*What is being asked*: Using the listing below, show all lines that hold the word "nodes".

*Records shown*:
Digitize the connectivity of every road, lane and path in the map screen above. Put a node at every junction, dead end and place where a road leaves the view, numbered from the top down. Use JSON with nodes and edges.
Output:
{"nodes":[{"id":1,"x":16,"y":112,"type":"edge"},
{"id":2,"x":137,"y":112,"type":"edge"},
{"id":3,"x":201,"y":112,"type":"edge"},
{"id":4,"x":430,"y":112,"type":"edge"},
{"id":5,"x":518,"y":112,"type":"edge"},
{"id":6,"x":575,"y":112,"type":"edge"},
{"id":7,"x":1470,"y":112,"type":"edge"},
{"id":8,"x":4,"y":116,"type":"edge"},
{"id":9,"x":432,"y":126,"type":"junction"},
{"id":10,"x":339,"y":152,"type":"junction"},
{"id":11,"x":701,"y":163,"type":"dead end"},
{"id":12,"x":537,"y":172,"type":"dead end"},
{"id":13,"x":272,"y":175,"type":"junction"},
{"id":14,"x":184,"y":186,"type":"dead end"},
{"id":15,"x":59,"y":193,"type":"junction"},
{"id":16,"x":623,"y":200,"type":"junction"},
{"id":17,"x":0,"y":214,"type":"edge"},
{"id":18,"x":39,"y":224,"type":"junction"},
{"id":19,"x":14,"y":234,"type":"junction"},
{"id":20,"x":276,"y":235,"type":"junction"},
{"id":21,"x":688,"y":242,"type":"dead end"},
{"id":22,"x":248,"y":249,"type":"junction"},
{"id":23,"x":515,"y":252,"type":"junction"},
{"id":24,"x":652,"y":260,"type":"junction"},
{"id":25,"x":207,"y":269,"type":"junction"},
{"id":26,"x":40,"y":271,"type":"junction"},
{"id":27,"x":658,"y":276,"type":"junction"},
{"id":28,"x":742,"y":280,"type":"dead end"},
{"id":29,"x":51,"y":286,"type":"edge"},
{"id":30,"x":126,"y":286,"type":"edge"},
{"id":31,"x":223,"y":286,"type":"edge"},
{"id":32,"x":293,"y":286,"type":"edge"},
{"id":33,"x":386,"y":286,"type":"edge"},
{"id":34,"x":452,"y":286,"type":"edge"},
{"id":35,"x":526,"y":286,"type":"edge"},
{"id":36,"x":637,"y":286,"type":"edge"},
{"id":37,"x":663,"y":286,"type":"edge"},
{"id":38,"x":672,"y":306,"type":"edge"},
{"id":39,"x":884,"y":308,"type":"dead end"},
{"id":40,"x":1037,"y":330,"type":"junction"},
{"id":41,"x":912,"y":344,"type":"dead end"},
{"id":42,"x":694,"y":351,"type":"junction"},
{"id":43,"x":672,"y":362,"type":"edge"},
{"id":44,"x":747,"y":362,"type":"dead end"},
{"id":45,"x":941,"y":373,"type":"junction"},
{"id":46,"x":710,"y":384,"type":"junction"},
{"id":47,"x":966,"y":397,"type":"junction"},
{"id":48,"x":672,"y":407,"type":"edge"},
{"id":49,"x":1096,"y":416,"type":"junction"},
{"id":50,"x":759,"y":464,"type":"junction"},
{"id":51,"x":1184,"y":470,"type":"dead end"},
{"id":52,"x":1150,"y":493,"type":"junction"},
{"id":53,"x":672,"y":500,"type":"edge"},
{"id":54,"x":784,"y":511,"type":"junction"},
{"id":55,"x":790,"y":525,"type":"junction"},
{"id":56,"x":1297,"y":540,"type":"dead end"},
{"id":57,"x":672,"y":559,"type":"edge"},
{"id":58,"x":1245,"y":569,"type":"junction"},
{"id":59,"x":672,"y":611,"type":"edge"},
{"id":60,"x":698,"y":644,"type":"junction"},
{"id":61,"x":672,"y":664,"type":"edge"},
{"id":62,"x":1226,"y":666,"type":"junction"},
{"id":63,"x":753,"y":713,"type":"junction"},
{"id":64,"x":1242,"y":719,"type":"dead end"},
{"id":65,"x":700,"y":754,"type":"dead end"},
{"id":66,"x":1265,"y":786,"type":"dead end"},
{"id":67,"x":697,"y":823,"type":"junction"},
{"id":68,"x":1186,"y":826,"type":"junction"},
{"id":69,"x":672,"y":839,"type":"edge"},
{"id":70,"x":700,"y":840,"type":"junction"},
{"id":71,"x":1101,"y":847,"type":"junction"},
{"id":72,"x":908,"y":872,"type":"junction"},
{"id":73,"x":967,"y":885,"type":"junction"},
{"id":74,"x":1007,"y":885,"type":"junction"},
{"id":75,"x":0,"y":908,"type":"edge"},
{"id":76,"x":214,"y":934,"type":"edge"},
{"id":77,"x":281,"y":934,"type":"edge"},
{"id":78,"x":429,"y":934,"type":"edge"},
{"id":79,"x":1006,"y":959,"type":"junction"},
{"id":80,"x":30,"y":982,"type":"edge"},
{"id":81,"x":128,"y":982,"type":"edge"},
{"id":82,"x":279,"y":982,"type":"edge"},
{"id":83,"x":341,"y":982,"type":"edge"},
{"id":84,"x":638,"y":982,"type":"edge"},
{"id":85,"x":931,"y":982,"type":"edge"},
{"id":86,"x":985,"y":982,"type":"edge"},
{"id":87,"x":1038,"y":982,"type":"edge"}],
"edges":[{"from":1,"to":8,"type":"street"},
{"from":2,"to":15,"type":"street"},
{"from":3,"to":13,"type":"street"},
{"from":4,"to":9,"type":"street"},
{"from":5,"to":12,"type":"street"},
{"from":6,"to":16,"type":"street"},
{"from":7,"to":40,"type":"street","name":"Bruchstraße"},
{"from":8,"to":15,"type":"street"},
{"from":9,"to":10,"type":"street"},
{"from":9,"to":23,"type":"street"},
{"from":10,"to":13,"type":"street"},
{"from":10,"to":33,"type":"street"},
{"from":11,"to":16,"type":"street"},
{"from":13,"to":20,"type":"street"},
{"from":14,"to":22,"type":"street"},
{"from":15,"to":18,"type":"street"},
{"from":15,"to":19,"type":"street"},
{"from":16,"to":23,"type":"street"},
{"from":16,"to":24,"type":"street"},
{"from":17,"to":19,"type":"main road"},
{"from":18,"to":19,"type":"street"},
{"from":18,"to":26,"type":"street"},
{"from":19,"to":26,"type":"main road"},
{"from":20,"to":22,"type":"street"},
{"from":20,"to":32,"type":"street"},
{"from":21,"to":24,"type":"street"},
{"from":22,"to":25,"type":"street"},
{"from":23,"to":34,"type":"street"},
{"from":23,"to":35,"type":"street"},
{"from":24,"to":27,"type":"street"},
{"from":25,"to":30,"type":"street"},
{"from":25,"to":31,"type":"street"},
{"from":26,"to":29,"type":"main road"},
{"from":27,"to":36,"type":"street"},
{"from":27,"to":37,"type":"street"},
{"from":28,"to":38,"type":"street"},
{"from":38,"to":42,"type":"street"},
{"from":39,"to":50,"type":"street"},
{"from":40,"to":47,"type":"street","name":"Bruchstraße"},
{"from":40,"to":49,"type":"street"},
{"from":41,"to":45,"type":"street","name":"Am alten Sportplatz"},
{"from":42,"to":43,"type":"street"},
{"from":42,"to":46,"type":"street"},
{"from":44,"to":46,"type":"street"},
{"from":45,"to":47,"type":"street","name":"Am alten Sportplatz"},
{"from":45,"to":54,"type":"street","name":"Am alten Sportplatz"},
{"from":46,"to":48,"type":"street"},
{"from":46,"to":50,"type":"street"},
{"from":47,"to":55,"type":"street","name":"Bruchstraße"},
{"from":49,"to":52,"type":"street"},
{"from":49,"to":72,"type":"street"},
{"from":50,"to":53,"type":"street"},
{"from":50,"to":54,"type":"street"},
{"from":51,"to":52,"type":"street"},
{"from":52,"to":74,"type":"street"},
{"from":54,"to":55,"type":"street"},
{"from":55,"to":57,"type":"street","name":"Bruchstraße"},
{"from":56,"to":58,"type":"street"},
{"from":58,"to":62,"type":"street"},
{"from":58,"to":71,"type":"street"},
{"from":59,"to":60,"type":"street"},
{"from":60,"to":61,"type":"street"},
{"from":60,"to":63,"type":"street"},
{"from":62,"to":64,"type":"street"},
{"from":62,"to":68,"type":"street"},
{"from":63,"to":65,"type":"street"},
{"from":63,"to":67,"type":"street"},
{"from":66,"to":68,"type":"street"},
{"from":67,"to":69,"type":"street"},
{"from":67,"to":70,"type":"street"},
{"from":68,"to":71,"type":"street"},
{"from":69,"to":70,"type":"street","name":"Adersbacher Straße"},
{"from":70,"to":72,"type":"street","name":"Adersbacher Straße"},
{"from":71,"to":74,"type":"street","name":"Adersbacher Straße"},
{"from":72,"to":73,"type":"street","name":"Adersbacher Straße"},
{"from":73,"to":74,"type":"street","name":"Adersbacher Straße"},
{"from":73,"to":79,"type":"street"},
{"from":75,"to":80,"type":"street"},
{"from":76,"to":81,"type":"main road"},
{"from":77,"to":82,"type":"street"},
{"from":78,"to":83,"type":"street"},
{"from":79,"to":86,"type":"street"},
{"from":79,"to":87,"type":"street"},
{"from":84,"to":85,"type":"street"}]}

*Reply to the task*:
Digitize the connectivity of every road, lane and path in the map screen above. Put a node at every junction, dead end and place where a road leaves the view, numbered from the top down. Use JSON with nodes and edges.
{"nodes":[{"id":1,"x":16,"y":112,"type":"edge"},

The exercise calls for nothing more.